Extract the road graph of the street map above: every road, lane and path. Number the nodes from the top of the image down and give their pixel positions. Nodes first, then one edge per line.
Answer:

──────

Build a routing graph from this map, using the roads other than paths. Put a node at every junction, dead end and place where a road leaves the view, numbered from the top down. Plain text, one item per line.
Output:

──────

GOAL OF THE EXERCISE -
Find the lines above with the word "from". Copy them out.

EXERCISE RESPONSE -
Extract the road graph of the street map above: every road, lane and path. Number the nodes from the top of the image down and give their pixel positions. Nodes first, then one edge per line.
Build a routing graph from this map, using the roads other than paths. Put a node at every junction, dead end and place where a road leaves the view, numbered from the top down. Plain text, one item per line.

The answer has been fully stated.